■ TASK INPUTS:
--- START ---
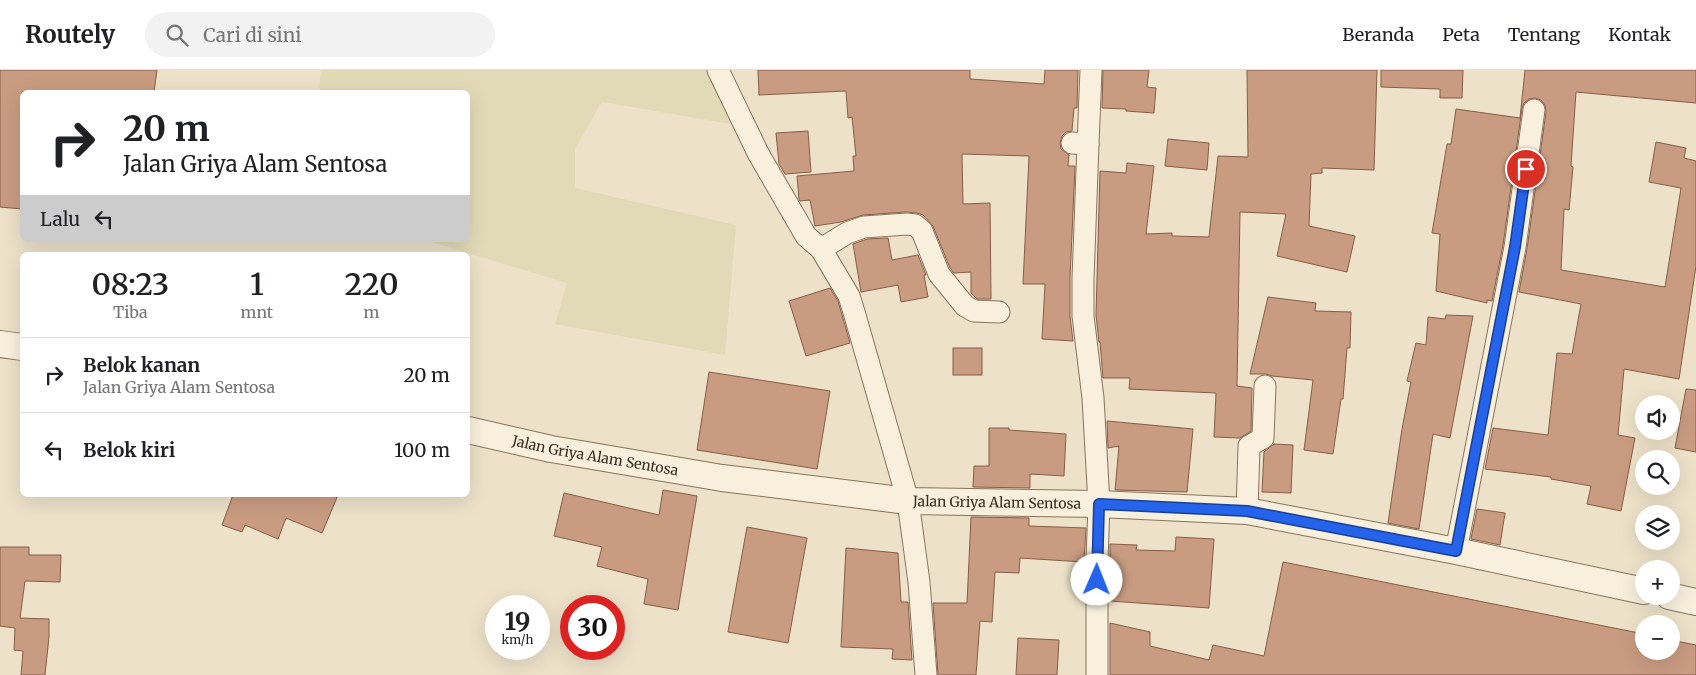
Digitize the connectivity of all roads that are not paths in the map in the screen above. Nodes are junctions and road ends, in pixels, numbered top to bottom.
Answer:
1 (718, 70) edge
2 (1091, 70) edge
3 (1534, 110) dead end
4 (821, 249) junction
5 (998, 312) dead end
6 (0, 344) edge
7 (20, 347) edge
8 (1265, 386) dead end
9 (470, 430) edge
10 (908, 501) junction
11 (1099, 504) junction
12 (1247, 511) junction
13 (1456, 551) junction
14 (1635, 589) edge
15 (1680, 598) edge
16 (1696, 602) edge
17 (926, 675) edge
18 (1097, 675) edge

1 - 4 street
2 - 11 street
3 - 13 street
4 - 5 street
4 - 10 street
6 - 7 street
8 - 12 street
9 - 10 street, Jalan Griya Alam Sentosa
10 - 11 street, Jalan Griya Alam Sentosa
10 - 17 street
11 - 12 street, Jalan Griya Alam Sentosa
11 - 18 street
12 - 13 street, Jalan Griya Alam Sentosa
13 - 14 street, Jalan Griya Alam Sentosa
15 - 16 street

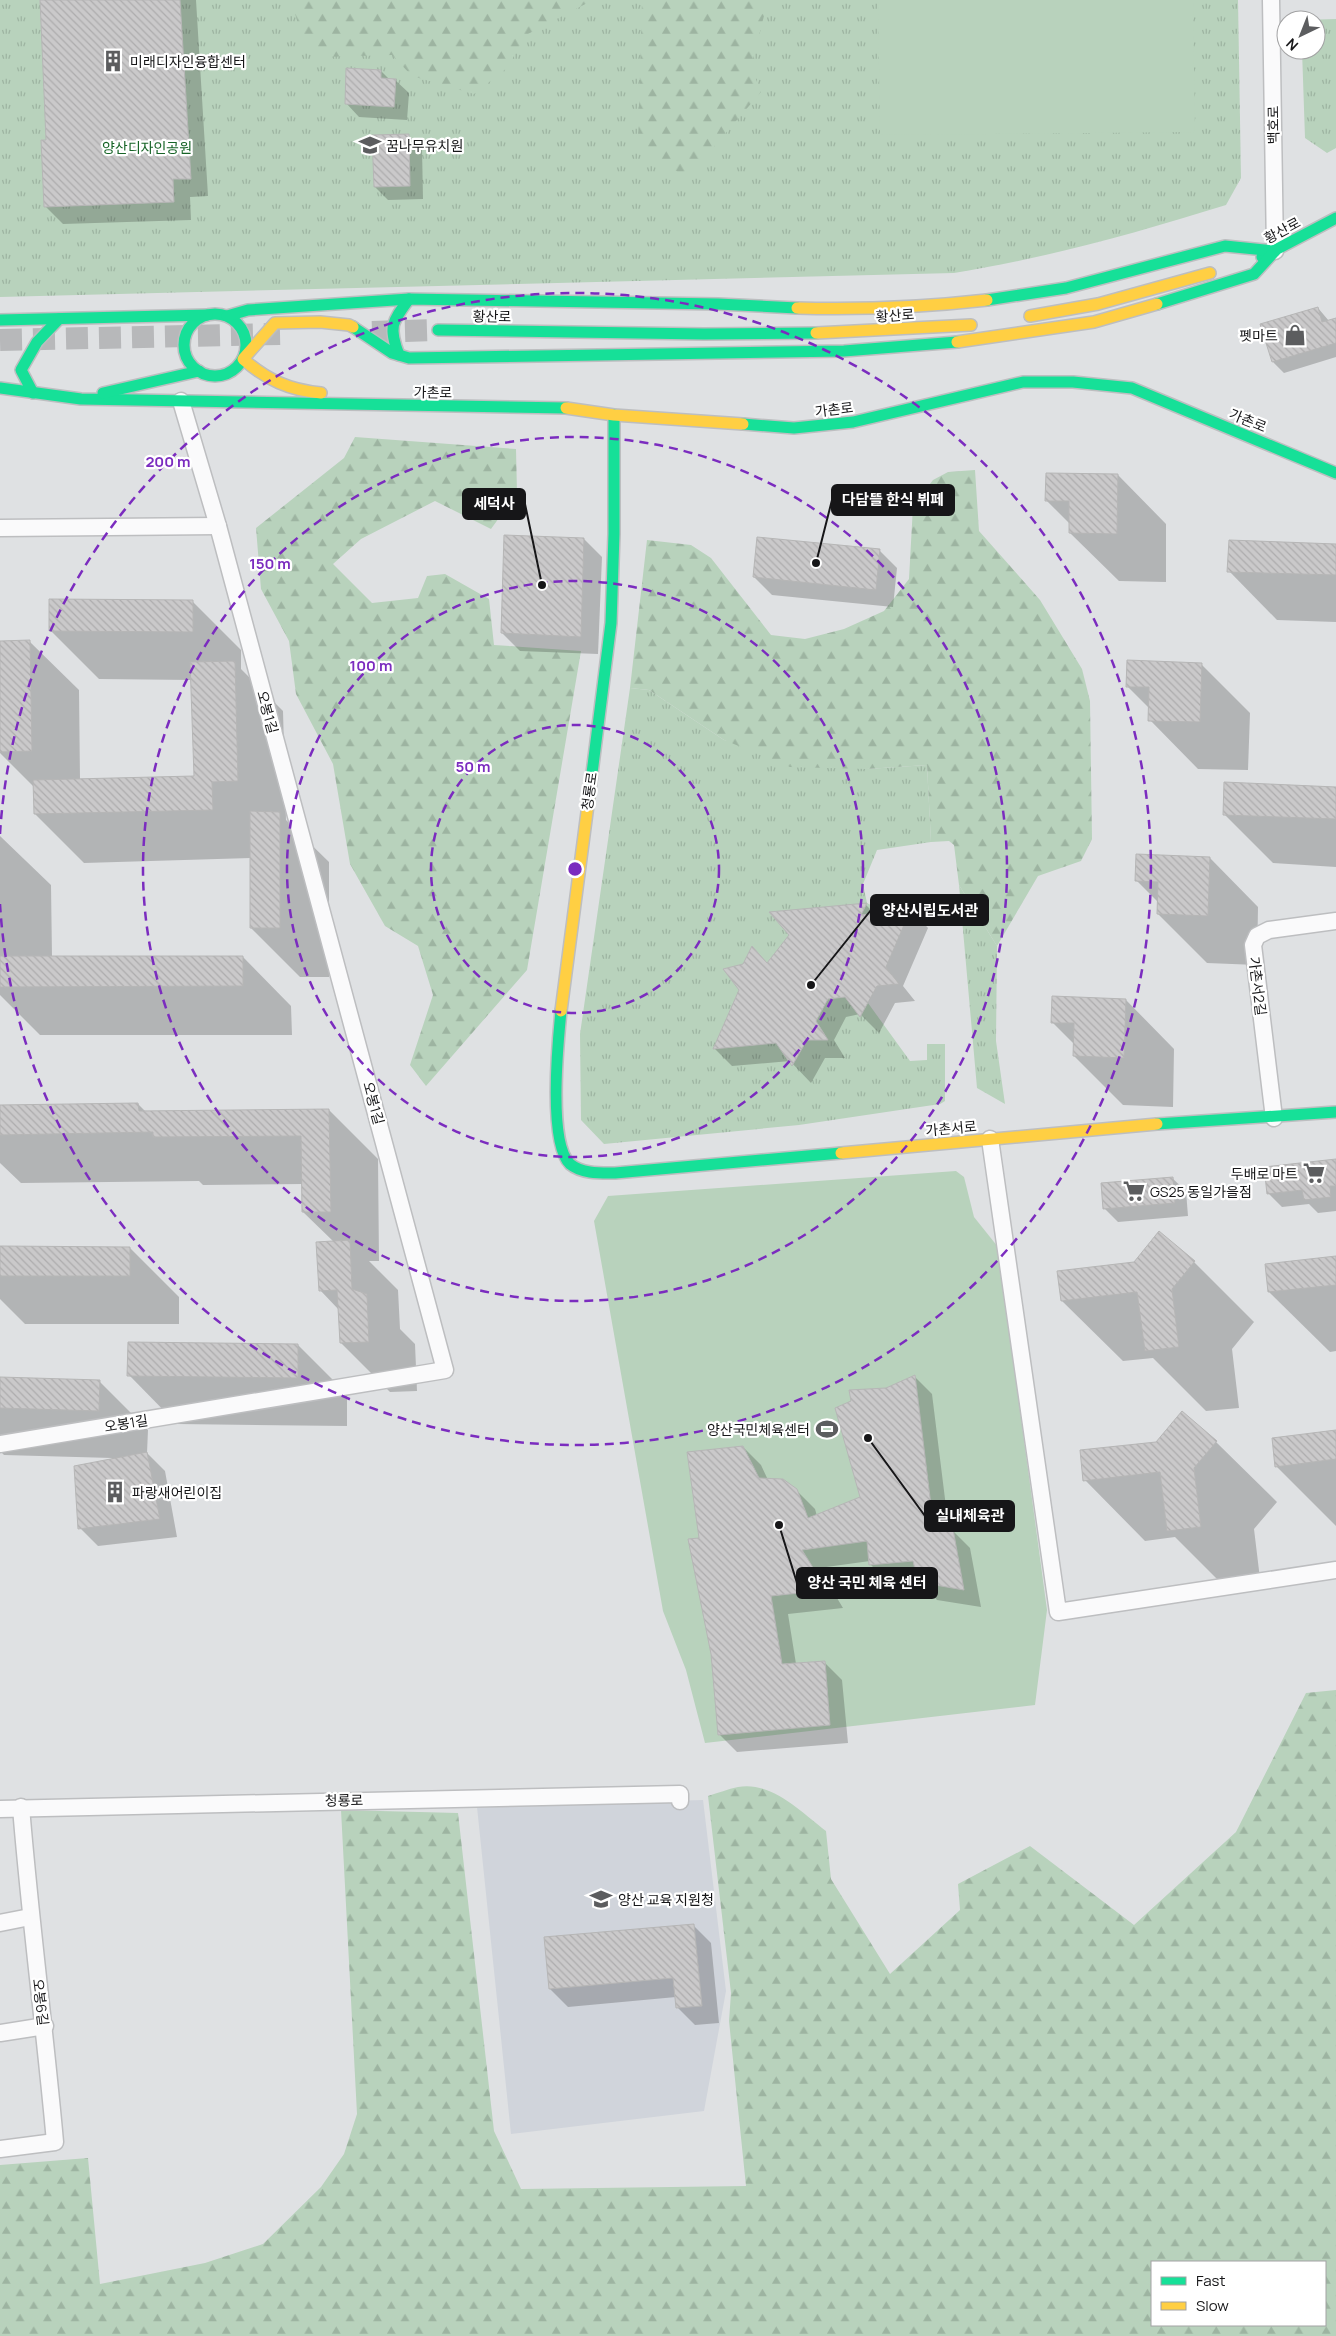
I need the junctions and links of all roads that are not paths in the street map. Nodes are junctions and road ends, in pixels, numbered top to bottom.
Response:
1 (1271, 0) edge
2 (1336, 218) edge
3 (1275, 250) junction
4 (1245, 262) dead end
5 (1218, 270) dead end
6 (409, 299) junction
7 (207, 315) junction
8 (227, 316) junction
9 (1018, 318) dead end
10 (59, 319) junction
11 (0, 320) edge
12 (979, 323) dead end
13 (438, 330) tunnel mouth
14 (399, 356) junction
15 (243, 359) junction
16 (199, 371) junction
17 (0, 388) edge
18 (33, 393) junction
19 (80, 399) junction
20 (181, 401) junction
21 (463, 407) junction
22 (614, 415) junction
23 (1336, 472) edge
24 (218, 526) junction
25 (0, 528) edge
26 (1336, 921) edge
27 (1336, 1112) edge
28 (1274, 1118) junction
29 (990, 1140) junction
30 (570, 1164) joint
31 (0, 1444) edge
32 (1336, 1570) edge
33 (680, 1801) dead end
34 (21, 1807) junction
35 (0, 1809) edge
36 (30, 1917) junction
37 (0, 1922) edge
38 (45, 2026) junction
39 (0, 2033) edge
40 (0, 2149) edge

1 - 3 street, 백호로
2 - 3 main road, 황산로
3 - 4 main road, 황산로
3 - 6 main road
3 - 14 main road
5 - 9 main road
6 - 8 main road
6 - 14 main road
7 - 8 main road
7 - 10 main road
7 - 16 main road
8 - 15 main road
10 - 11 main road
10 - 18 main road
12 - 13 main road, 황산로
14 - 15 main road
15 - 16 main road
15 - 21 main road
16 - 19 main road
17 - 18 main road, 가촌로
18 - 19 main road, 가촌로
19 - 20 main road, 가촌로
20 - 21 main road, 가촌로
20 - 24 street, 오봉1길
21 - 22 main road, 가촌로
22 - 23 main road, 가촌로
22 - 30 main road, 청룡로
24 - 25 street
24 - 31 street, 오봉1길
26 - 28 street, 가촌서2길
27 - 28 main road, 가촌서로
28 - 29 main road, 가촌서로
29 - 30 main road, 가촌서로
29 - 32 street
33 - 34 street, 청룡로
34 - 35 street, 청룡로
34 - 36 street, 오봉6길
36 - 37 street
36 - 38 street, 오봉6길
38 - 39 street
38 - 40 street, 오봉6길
--- END ---
■ WHAT THE TASK ASKS: What lines of the data contain the string "numbered"? List them.

■ TASK SOLUTION:
Digitize the connectivity of all roads that are not paths in the map in the screen above. Nodes are junctions and road ends, in pixels, numbered top to bottom.
I need the junctions and links of all roads that are not paths in the street map. Nodes are junctions and road ends, in pixels, numbered top to bottom.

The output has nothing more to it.